Latifa Al-Zahrani

Latifa Al-Zahrani


Saudi Women in Media: Overcoming Obstacles

Saudi women have played a significant role in contemporary media, especially in the visual media, for many years. Discussing women's issues and shedding light on honorable women role models in numerous fields has contributed greatly to the current Saudi leadership's unprecedented support of expanding and restoring women's rights.

Saudi women in media have made remarkable progress, despite the fact that their presence in media is substantially less than men.  Women have been totally banned from appearing on Saudi television since 1979. The recent return of women to Saudi television has provoked much controversy and opposition from conservative leaders.

Regardless, Saudi Arabia’s current leadership has moved to support and restore women's rights and to openly demonstrate the appreciation for the vital role of women in society. Saudi media companies are expected to expand the role of women substantially in the coming years.

TV pioneers

Women in media have played an important role supporting new women entering the field. Television host Donia Bakr Younis is one of the first female TV announcers to appear on Saudi television. Her career goes back more than 30 years, during which time she presented many programs, especially children's programs. She is perhaps best known for her "Mum Donia" character.

Younis was the first Saudi broadcaster to present programs such as "Studio No. 5," "Half Moon Beach," and "Our Habits," a program broadcasted during the holy month of Ramadan. She was honored by the Saudi Ministry of Culture and Information with a Certificate of Honor in 1991.

Similarly, Mona Abu Soliman is considered the first Saudi woman to appear on Arab satellite channels through the MBC TV as a co-host of the popular talk show "Kalam Nawaem” (The View-Like TV show) in 2002. She remains as co-host today and is considered one of the most famous founders of women's programming and for creating a forum for discussing issues related to Arab families and society.

Special role

The Saudi Women Media Center (AWMC) has played a central role in promoting women's participation in the media through training, professional support, and preparation of academic media studies.

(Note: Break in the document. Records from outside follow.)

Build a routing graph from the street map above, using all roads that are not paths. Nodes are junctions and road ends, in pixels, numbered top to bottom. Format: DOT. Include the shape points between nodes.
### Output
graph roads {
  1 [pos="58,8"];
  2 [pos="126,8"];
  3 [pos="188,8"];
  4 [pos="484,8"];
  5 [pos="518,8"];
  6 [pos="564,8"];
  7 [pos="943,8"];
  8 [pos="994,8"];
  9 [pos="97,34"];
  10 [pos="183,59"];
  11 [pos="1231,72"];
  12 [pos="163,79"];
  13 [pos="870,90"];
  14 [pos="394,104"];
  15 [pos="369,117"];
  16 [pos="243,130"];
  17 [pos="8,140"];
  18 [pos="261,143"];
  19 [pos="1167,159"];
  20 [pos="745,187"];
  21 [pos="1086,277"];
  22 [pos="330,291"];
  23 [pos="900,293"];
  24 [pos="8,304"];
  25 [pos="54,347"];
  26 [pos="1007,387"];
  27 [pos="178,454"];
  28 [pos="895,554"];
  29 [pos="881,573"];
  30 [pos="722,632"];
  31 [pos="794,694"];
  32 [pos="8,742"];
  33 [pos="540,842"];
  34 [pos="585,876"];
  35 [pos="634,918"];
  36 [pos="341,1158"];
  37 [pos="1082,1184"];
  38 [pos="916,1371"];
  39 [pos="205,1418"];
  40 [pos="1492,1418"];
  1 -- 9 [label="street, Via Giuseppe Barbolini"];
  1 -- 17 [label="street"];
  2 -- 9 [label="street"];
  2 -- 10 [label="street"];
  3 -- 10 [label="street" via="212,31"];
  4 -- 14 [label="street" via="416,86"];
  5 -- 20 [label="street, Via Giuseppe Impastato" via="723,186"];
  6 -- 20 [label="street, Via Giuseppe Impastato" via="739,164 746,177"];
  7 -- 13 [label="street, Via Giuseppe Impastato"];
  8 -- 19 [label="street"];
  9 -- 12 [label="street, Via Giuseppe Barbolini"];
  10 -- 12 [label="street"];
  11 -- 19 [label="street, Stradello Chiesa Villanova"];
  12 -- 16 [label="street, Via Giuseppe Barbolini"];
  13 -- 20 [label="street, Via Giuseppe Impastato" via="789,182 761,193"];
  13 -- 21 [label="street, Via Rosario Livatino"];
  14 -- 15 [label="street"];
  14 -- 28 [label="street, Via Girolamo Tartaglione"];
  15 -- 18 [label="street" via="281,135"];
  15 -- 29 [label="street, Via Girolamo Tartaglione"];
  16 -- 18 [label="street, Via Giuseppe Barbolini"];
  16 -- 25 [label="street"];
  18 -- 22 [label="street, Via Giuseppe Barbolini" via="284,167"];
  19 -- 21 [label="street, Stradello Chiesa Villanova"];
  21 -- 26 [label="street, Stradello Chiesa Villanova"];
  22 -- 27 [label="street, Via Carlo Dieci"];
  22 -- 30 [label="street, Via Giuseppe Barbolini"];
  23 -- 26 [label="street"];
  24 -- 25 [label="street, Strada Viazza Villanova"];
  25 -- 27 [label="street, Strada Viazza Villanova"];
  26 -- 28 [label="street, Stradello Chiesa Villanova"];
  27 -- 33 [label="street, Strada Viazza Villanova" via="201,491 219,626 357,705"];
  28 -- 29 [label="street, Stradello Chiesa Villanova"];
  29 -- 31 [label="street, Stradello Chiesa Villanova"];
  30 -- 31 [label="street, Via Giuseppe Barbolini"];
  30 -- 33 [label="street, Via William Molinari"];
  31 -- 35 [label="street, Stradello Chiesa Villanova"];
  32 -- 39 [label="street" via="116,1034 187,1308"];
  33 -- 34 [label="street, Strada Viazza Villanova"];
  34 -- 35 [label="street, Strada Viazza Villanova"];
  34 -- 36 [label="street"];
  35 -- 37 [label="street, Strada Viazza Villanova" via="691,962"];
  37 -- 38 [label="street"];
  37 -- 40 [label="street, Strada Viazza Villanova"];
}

The Center was founded in 2003 by Nahed Bashtah, winner of the Arab Women Award in the field of journalism and information from the Arab Women Participation Studies Center in Paris in 2007.

In 2006, the Center launched the First Female Media Personnel Forum in Riyadh under the theme of "Women and Media: Methodology of Successful Development." The Forum was conducted under the auspices of Princess Adela Bint Abdullah, to discuss challenges facing women who work in media and ways to overcome them. The forum resulted in several recommendations, among them training and rehabilitating women in media to effectively participate in the ever-changing media profession.

The forum attendees also considered ways of providing more opportunities for women, to enhance their roles, and to appoint women to media positions that provide them with job security. Efforts to encourage institutions to avoid gender discriminate were also discussed.
Religious scholars were called upon to increase people’s awareness about the importance of women’s presence in media in developing Saudi society.

Spectacular role models

As a result of these efforts and many others, Saudi women in media personnel have earned the status they deserve. Many women have become famous, including Lojain Omran, presenter of  the popular “Good morning Arabs!” Omran has more than a million Twitter followers.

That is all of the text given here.